What about the Pastor, whose children despise church and or God because their father was always there for church, but never there for them? Can he fix that at the eleventh hour?

Can the rich man or woman tell his/her children that they have a great inheritance to look forward to and that should somehow make up for the poor relationship they have?

The simple answer is no.

And yet, we are told in our culture today that our lives should be marginless. Though a page of words without margin would be considered madness, it is the proper destiny of all Americans who love liberty, and freedom and debt, to live our lives filled to the brim, right to the edge of breaking. This philosophy no longer pervades the business world alone, but has crept into Churches, and Charitable Organizations, Sports teams, youth activities, jobs, retailers etc. It's all about more and more and more. If you can fit in more, you should fit in more.

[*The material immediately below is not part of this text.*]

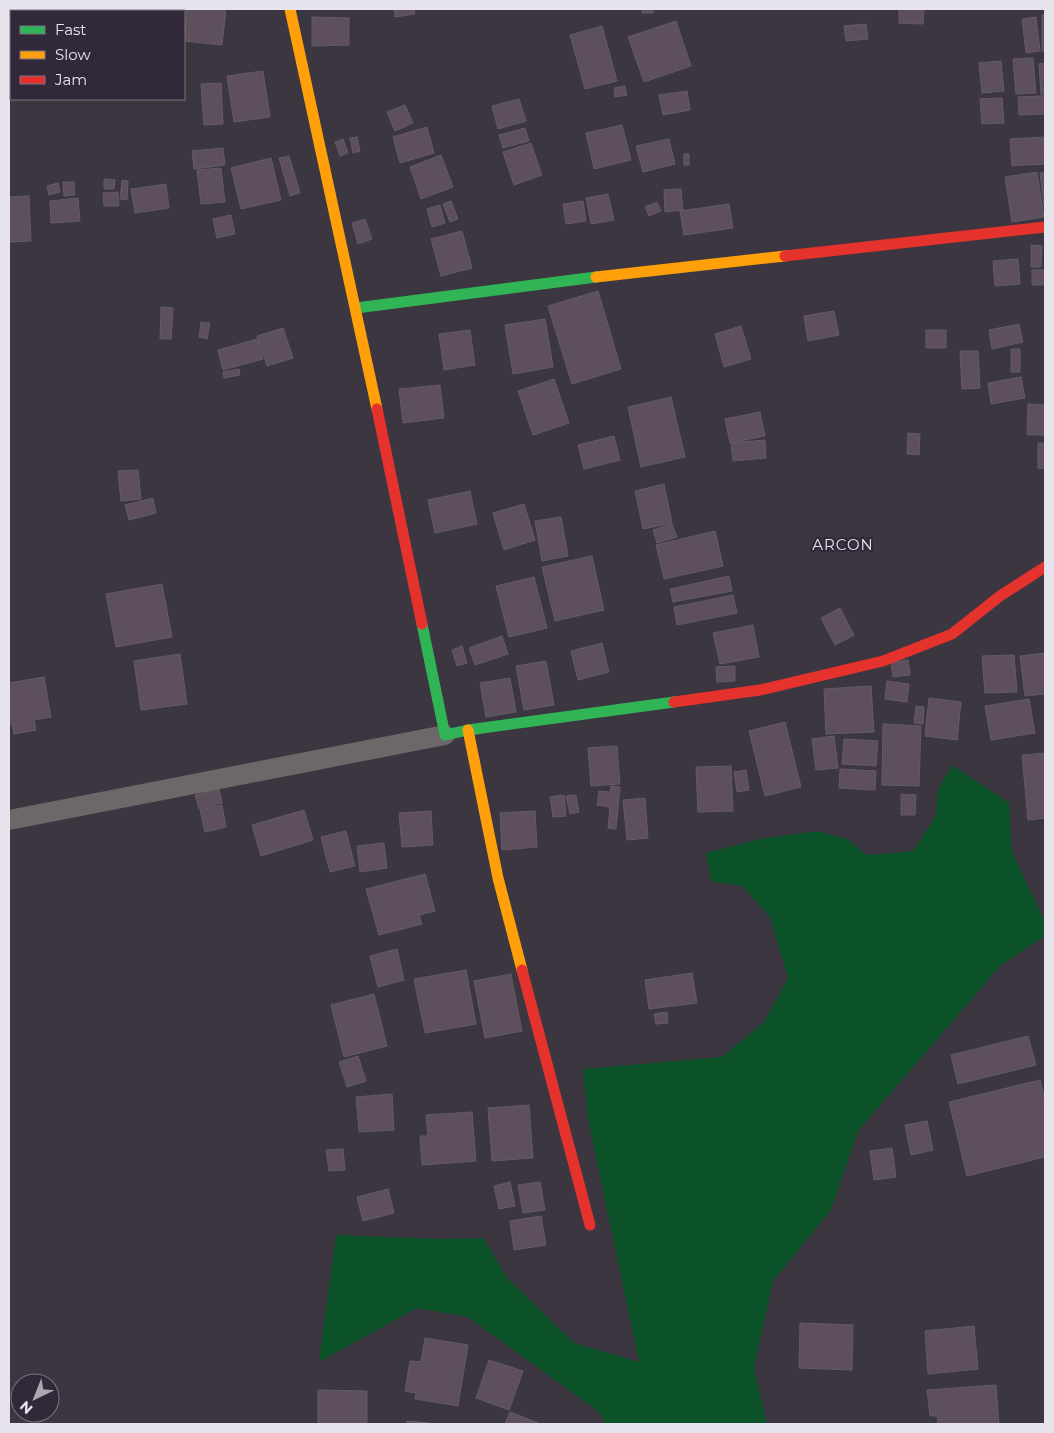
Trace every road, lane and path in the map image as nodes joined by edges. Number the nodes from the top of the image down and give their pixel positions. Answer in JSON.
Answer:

Swenson shows statistics proving that the mother who is facing separation and divorce from her husband, usually fights to keep the house, even though she will struggle to afford it on one income. He argues that the mother and children are better off selling the house and moving to an apartment, in order to maintain the margin in their lives, rather than getting a second job to make ends meet. He argues that the children are better off with a mother who is rested and refreshed and active in their lives, than a big house that is empty of a mother's love.

This is contradictory to the philosophies preached and taught in organizations in America today. We are told to fill up our lives to the breaking point, fill up our garages to bursting, fill up our schedules. If we could only fit in more. And now it seems many in our culture today ridicule those who are breaking the trend. Swenson himself limited his own medical practice to ensure some margin in his own life, rather than following his collegeagues in the vain pursuit of money at the expense of all else. My character has been called into question because of my desire to establish boundaries in the different areas of my life. I'm told if I would just try harder to be happy with more in my life, I would be so much better.

But I am always left wondering, is more really better?

Alas, I no longer believe it is.

If you're living your life under the burden of more, I highly encourage you to check out Swenson's book 'Margin'. Let it challenge your thinking about possessions, ambition, drive, and accumulation.